Questions in #15 still apply. These particular changes were not made.
Comment #23
irunflower CreditAttribution: irunflower commentedInterdiff (maybe)?
Comment #24
tim.plunkettSo the patch in #22 added + signs before a bunch of lines.
So I rerolled it, and here's an interdiff against #12.
Comment #25
andyceo CreditAttribution: andyceo commented#24: drupal-1454686-24.patch queued for re-testing.
Comment #27
tim.plunkettI'm just rerolling this to get it to apply, but it doesn't seem to make sense anymore, since between the patch in #1 and the next patch in #12, the new hook_modules_to_be_installed() invocation was removed...
Is this still a major bug?
Comment #29
David_Rothstein CreditAttribution: David_Rothstein commentedI don't think so, but happy to be overruled... Lowering priority for now. In practice, I've rarely ever seen a situation where this mattered myself; usually it's just a missing checkbox on the permissions page but one that doesn't matter anyway because it's covered by some other permission that you already have.

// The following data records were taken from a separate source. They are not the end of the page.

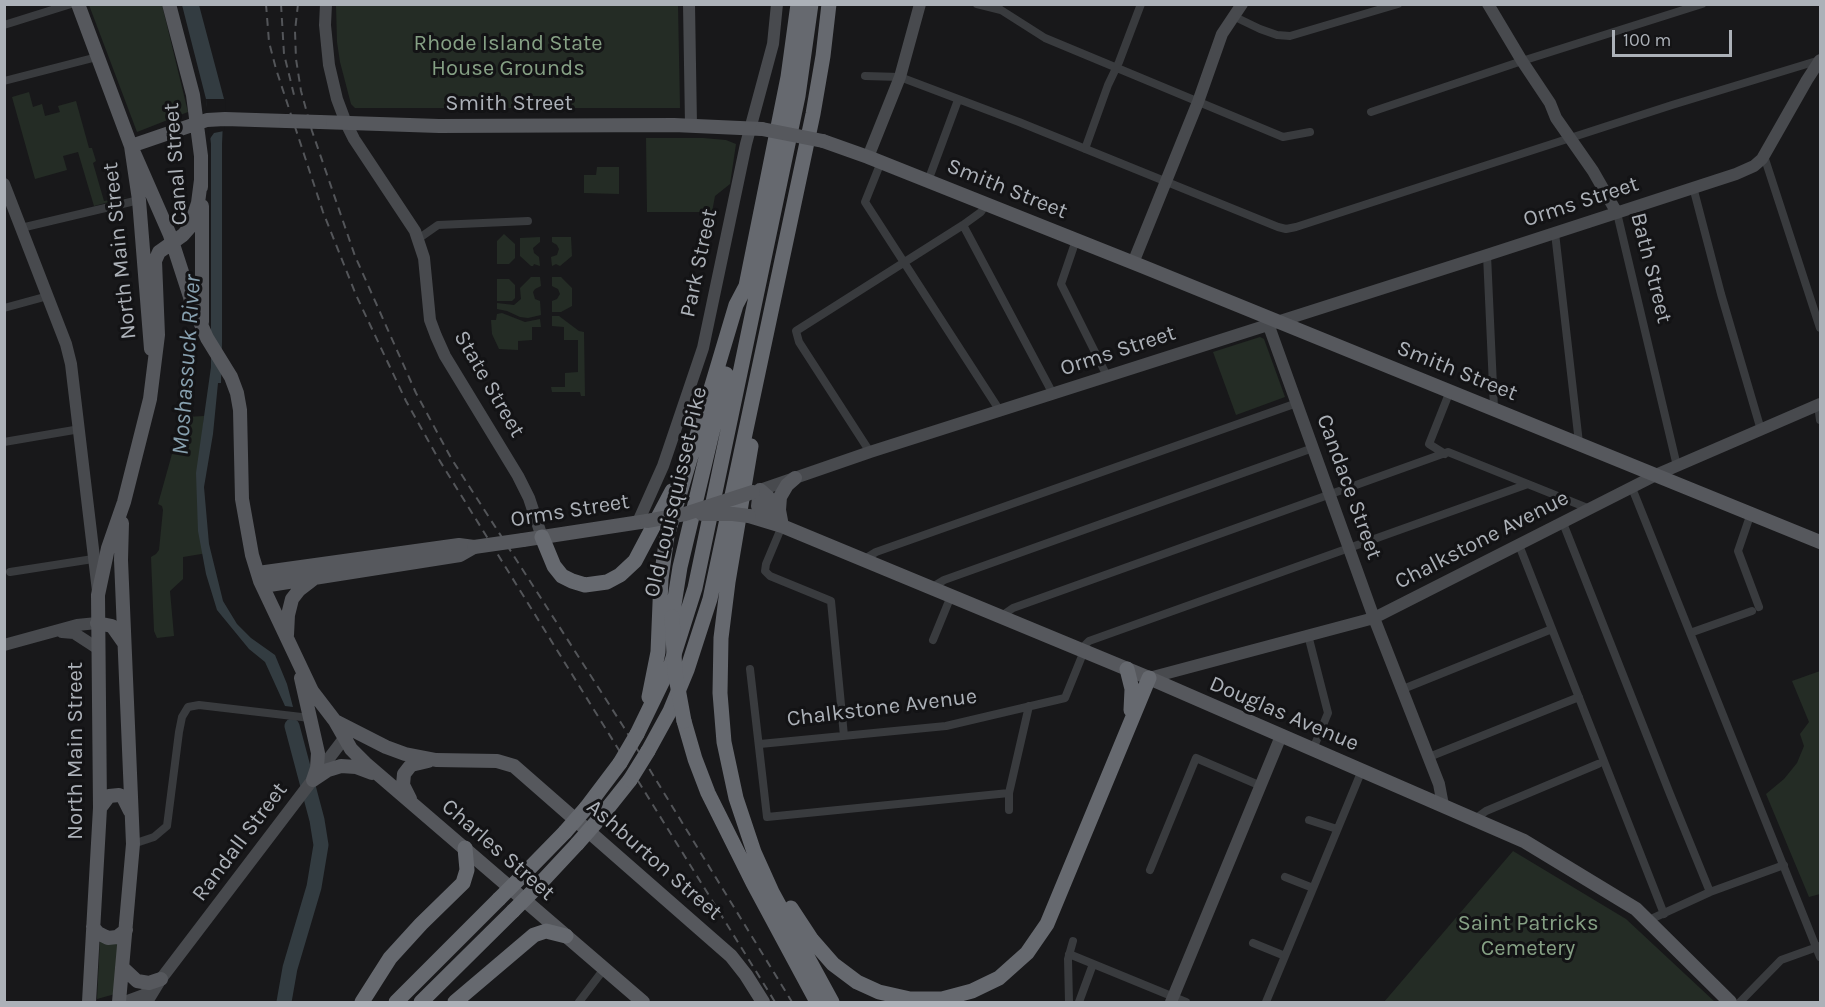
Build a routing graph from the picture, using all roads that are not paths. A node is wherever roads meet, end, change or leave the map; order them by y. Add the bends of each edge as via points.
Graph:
1 (71, 4) edge
2 (78, 4) edge
3 (169, 4) edge
4 (326, 4) edge
5 (688, 4) edge
6 (777, 4) edge
7 (798, 4) edge
8 (811, 4) edge
9 (829, 4) edge
10 (920, 4) edge
11 (977, 4) edge
12 (1141, 4) edge
13 (1242, 4) edge
14 (1398, 4) edge
15 (1488, 4) edge
16 (1702, 4) edge
17 (1384, 6) edge
18 (1233, 16) junction
19 (4, 25) edge
20 (97, 57) junction
21 (1821, 60) edge
22 (1522, 61) junction
23 (1116, 68) junction
24 (865, 75) dead end
25 (900, 77) junction
26 (4, 81) edge
27 (958, 100) junction
28 (1198, 102) junction
29 (1371, 112) dead end
30 (202, 122) junction
31 (346, 123) junction
32 (691, 125) junction
33 (756, 128) junction
34 (1310, 132) dead end
35 (1570, 138) junction
36 (131, 146) junction
37 (1085, 149) junction
38 (1764, 156) junction
39 (874, 159) junction
40 (201, 180) junction
41 (928, 181) junction
42 (1166, 182) junction
43 (4, 184) edge
44 (1693, 187) junction
45 (139, 200) junction
46 (987, 204) junction
47 (1617, 213) junction
48 (528, 221) dead end
49 (963, 225) junction
50 (21, 228) junction
51 (1555, 233) junction
52 (418, 239) junction
53 (1076, 240) junction
54 (172, 242) junction
55 (1487, 255) junction
56 (905, 261) junction
57 (1133, 263) junction
58 (746, 286) junction
59 (48, 296) junction
60 (4, 308) edge
61 (1271, 321) junction
62 (201, 324) junction
63 (1821, 328) edge
64 (765, 342) junction
65 (154, 358) junction
66 (1107, 376) junction
67 (1450, 391) junction
68 (1053, 394) junction
69 (1297, 403) junction
70 (1819, 405) edge
71 (1494, 408) junction
72 (1000, 411) junction
73 (1821, 420) edge
74 (80, 429) junction
75 (1761, 430) junction
76 (4, 442) edge
77 (1580, 443) junction
78 (1313, 448) junction
79 (870, 452) junction
80 (1447, 453) junction
81 (692, 454) junction
82 (1677, 466) junction
83 (1658, 474) junction
84 (795, 478) junction
85 (1528, 484) junction
86 (1632, 488) junction
87 (756, 491) junction
88 (1330, 496) junction
89 (124, 502) junction
90 (1590, 509) junction
91 (1751, 513) junction
92 (685, 514) junction
93 (642, 521) junction
94 (1563, 523) junction
95 (777, 524) junction
96 (542, 537) junction
97 (1821, 542) edge
98 (1519, 545) junction
99 (474, 547) junction
100 (1348, 548) junction
101 (93, 559) junction
102 (863, 560) junction
103 (10, 572) dead end
104 (316, 578) junction
105 (260, 580) junction
106 (931, 588) junction
107 (98, 595) junction
108 (951, 596) junction
109 (1000, 617) junction
110 (1374, 618) junction
111 (97, 623) junction
112 (1552, 629) junction
113 (52, 633) junction
114 (1690, 633) junction
115 (1308, 635) junction
116 (287, 640) junction
117 (933, 640) dead end
118 (4, 645) edge
119 (125, 645) junction
120 (97, 648) junction
121 (1082, 650) junction
122 (299, 667) junction
123 (750, 669) dead end
124 (1127, 669) junction
125 (1149, 678) junction
126 (1403, 689) junction
127 (1579, 697) junction
128 (1029, 706) junction
129 (310, 718) junction
130 (348, 734) junction
131 (637, 734) junction
132 (1126, 734) junction
133 (844, 736) junction
134 (1281, 736) junction
135 (760, 744) junction
136 (1313, 749) junction
137 (1429, 757) junction
138 (436, 760) junction
139 (1598, 765) dead end
140 (1362, 770) junction
141 (382, 778) junction
142 (313, 780) junction
143 (1261, 786) junction
144 (1009, 793) junction
145 (1443, 805) junction
146 (416, 806) junction
147 (100, 808) junction
148 (1009, 810) dead end
149 (130, 813) junction
150 (1309, 819) dead end
151 (1475, 819) junction
152 (1338, 829) junction
153 (749, 838) junction
154 (133, 844) junction
155 (465, 848) junction
156 (1784, 865) junction
157 (1150, 870) dead end
158 (1285, 877) dead end
159 (1313, 888) junction
160 (1710, 892) junction
161 (1664, 914) junction
162 (1649, 920) junction
163 (93, 927) junction
164 (126, 930) junction
165 (566, 936) junction
166 (1072, 941) dead end
167 (1253, 943) dead end
168 (1818, 947) edge
169 (1069, 954) junction
170 (1285, 956) junction
171 (1821, 957) edge
172 (1093, 964) junction
173 (122, 967) junction
174 (604, 969) junction
175 (161, 979) junction
176 (1172, 1000) edge
177 (89, 1002) edge
178 (119, 1002) edge
179 (125, 1002) edge
180 (147, 1002) edge
181 (362, 1002) edge
182 (396, 1002) edge
183 (421, 1002) edge
184 (455, 1002) edge
185 (579, 1002) edge
186 (642, 1002) edge
187 (763, 1002) edge
188 (817, 1002) edge
189 (832, 1002) edge
190 (1069, 1002) edge
191 (1078, 1002) edge
192 (1186, 1002) edge
193 (1266, 1002) edge
194 (1730, 1002) edge
195 (1740, 1002) edge

1 - 19 street
2 - 20 main road, North Main Street
3 - 30 main road, Canal Street
4 - 31 street, State Street via 329,65
5 - 32 street
6 - 33 street, Park Street
7 - 58 highway via 788,77
8 - 131 highway via 798,96 695,588 671,664
9 - 64 highway via 818,85
10 - 25 street
11 - 23 street via 1001,10 1045,38
12 - 23 street
13 - 18 street
14 - 17 street
15 - 22 street, Bath Street
16 - 22 street
17 - 18 street via 1290,36 1277,35
18 - 28 street via 1222,34
20 - 26 street
20 - 36 main road, North Main Street
21 - 35 street
21 - 38 street
22 - 29 street
22 - 35 street, Bath Street
23 - 28 street
23 - 37 street
24 - 25 street
25 - 27 street
25 - 39 street
27 - 37 street
27 - 41 street
28 - 34 street via 1283,137
28 - 42 street
30 - 31 main road, Smith Street, bridge via 225,119
30 - 36 main road, Smith Street
30 - 40 main road, Canal Street
31 - 32 main road, Smith Street
31 - 52 street, State Street
32 - 33 main road, Smith Street
33 - 39 main road, Smith Street, bridge via 823,141
33 - 93 street, Park Street via 696,372
35 - 42 street via 1296,227 1278,227
35 - 47 street, Bath Street
36 - 45 main road, North Main Street
36 - 54 main road, Charles Street
37 - 42 street
38 - 44 street, Orms Street via 1754,166
38 - 63 street
39 - 41 main road, Smith Street
39 - 56 street via 865,202
40 - 54 main road, North Main Street via 190,227
40 - 62 main road, Canal Street
41 - 46 main road, Smith Street
42 - 57 street
43 - 50 street
44 - 47 street, Orms Street
44 - 75 street
45 - 50 street
45 - 65 main road, North Main Street via 148,330
46 - 49 street
46 - 53 main road, Smith Street
47 - 51 street, Orms Street
47 - 82 street, Bath Street
48 - 52 street via 438,225
49 - 56 street
49 - 68 street
50 - 59 street
51 - 55 street, Orms Street
51 - 77 street
52 - 96 street, State Street via 430,321 436,336 518,476
53 - 57 main road, Smith Street
53 - 66 street via 1062,284
54 - 62 main road, Charles Street
54 - 65 main road, North Main Street via 159,252 154,264 158,335
55 - 61 street, Orms Street
55 - 71 street
56 - 72 street
56 - 79 street via 798,329 796,336
57 - 61 main road, Smith Street
58 - 81 highway via 736,305
58 - 188 highway, Old Louisquisset Pike, bridge via 678,574 672,617 675,672 684,721 708,793
59 - 60 street
59 - 74 street via 71,364
61 - 66 street, Orms Street
61 - 67 main road, Smith Street
61 - 69 street, Candace Street
62 - 105 main road, Charles Street via 235,386 239,401 242,504
64 - 153 highway via 726,594 720,658 725,749
64 - 183 highway, bridge via 702,628 679,691 648,751 630,780 577,844
65 - 89 main road, North Main Street via 149,403
66 - 68 street, Orms Street
67 - 71 main road, Smith Street
67 - 80 street via 1429,444
68 - 72 street, Orms Street
69 - 78 street, Candace Street
69 - 102 street via 887,548
70 - 73 street
70 - 75 street, Chalkstone Avenue
71 - 77 main road, Smith Street
72 - 79 street, Orms Street
74 - 76 street
74 - 101 street
75 - 82 street, Chalkstone Avenue
77 - 83 main road, Smith Street
78 - 88 street, Candace Street
78 - 106 street via 944,580
79 - 84 street, Orms Street
80 - 85 street
80 - 88 street
81 - 96 highway via 643,548 620,575 592,585 572,581 554,566
81 - 131 highway via 667,536 657,665
82 - 83 street, Chalkstone Avenue
83 - 86 street, Chalkstone Avenue
83 - 91 main road, Smith Street
84 - 87 street, Orms Street
84 - 95 main road via 780,497
85 - 90 street
85 - 100 street
86 - 90 street, Chalkstone Avenue
86 - 114 street
87 - 92 main road, Orms Street, bridge
87 - 95 main road via 768,497
88 - 100 street, Candace Street
88 - 109 street via 1013,608
89 - 107 main road, North Main Street via 108,548
89 - 119 main road, North Main Street via 121,554
90 - 94 street, Chalkstone Avenue
91 - 97 main road, Smith Street
91 - 114 street via 1738,551 1756,609
92 - 93 main road, Orms Street, bridge
92 - 95 main road, Douglas Avenue, bridge via 749,516
93 - 96 main road, Orms Street
94 - 98 street, Chalkstone Avenue
94 - 160 street
95 - 102 main road, Douglas Avenue
95 - 133 street via 765,571 831,601
96 - 99 main road, Orms Street, bridge
98 - 110 street, Chalkstone Avenue
98 - 112 street
99 - 104 main road, Orms Street via 460,555
99 - 105 main road, Orms Street via 459,545
100 - 110 street, Candace Street
100 - 121 street via 1089,641
101 - 103 street
101 - 107 street
102 - 106 main road, Douglas Avenue
104 - 105 main road, Orms Street
104 - 116 main road via 294,596
105 - 116 main road, Charles Street
106 - 108 main road, Douglas Avenue
107 - 111 main road, North Main Street
108 - 109 main road, Douglas Avenue
108 - 117 street
109 - 121 main road, Douglas Avenue
110 - 115 street, Chalkstone Avenue
110 - 126 street, Candace Street
111 - 113 street
111 - 119 main road via 112,626
111 - 120 main road, North Main Street
112 - 126 street
112 - 127 street
113 - 118 street
113 - 120 street via 74,633
114 - 156 street
115 - 125 street, Chalkstone Avenue
115 - 136 street via 1328,713
116 - 122 main road, Charles Street
119 - 149 main road, North Main Street
120 - 147 main road, North Main Street
121 - 124 main road, Douglas Avenue
121 - 128 street, Chalkstone Avenue via 1065,698
122 - 129 main road
122 - 130 main road, Charles Street via 312,691
123 - 135 street
124 - 125 main road, Douglas Avenue
124 - 132 highway via 1132,694
125 - 132 highway
125 - 134 main road, Douglas Avenue
126 - 137 street, Candace Street
127 - 137 street
127 - 161 street
128 - 133 street, Chalkstone Avenue via 946,726
128 - 144 street
129 - 142 main road via 318,758
129 - 154 street via 199,705 186,709 178,732 169,823 154,837
130 - 138 main road
130 - 141 main road, Charles Street via 355,753
130 - 142 street, Randall Street
131 - 182 highway, bridge via 565,832
132 - 153 highway via 1040,936 1005,974 958,996 902,998 872,989 845,974 806,931
133 - 135 street, Chalkstone Avenue
134 - 136 main road, Douglas Avenue
134 - 143 street
135 - 144 street via 767,817
136 - 140 main road, Douglas Avenue
137 - 145 street, Candace Street
138 - 146 main road via 414,764 404,774 403,785
138 - 187 main road, Ashburton Street via 505,762 520,770 731,956
139 - 151 street
140 - 145 main road, Douglas Avenue
140 - 152 street
141 - 142 main road via 360,768 341,766
141 - 146 main road, Charles Street
142 - 175 street, Randall Street
143 - 157 street via 1196,758
143 - 176 street
144 - 148 street
145 - 151 main road, Douglas Avenue
146 - 155 main road, Charles Street
147 - 149 main road via 109,796 119,795
147 - 163 main road, North Main Street
149 - 154 main road, North Main Street
150 - 152 street
151 - 162 main road, Douglas Avenue via 1530,844 1619,897
152 - 159 street
153 - 189 highway via 776,898
154 - 164 main road, North Main Street
155 - 165 main road, Charles Street
155 - 181 highway via 467,870 463,884 390,958
156 - 160 street
156 - 168 street
158 - 159 street
159 - 170 street
160 - 161 street
161 - 162 street
162 - 194 main road, Douglas Avenue
163 - 164 main road via 108,938
163 - 177 main road, North Main Street
164 - 173 main road, North Main Street
165 - 174 main road, Charles Street
165 - 184 highway via 546,930 534,935
166 - 169 street
167 - 170 street
168 - 171 street
168 - 195 street via 1781,960
169 - 172 street
169 - 190 street
170 - 193 street
172 - 176 street
172 - 191 street
173 - 175 main road via 137,981
173 - 178 main road, North Main Street
174 - 185 street
174 - 186 main road, Charles Street
175 - 179 street, Randall Street via 144,994
175 - 180 street, Randall Street
176 - 192 street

The problem I've actually seen more often myself is #3 from the issue summary ("Permissions introduced in a module update are not granted to the admin role") but that's covered by a different issue, not this one.
Comment #30
David_Rothstein CreditAttribution: David_Rothstein commentedOh, I lied, #3 actually is covered (at least partially) by the current patch, since it provides a user_permissions_insert() function that can be used for this purpose.
Comment #30.0
David_Rothstein CreditAttribution: David_Rothstein commentedUpdated issue summary.
Comment #30.1
xjmRemoving myself from the author field so that I can unfollow the issue. --xjm
Comment #31
claudiu.cristeaThis seems fixed by #2435075: Implement admin role as a flag on the role storage, simplify permissions page, remove user_modules_installed. Please reopen it if you think I'm wrong.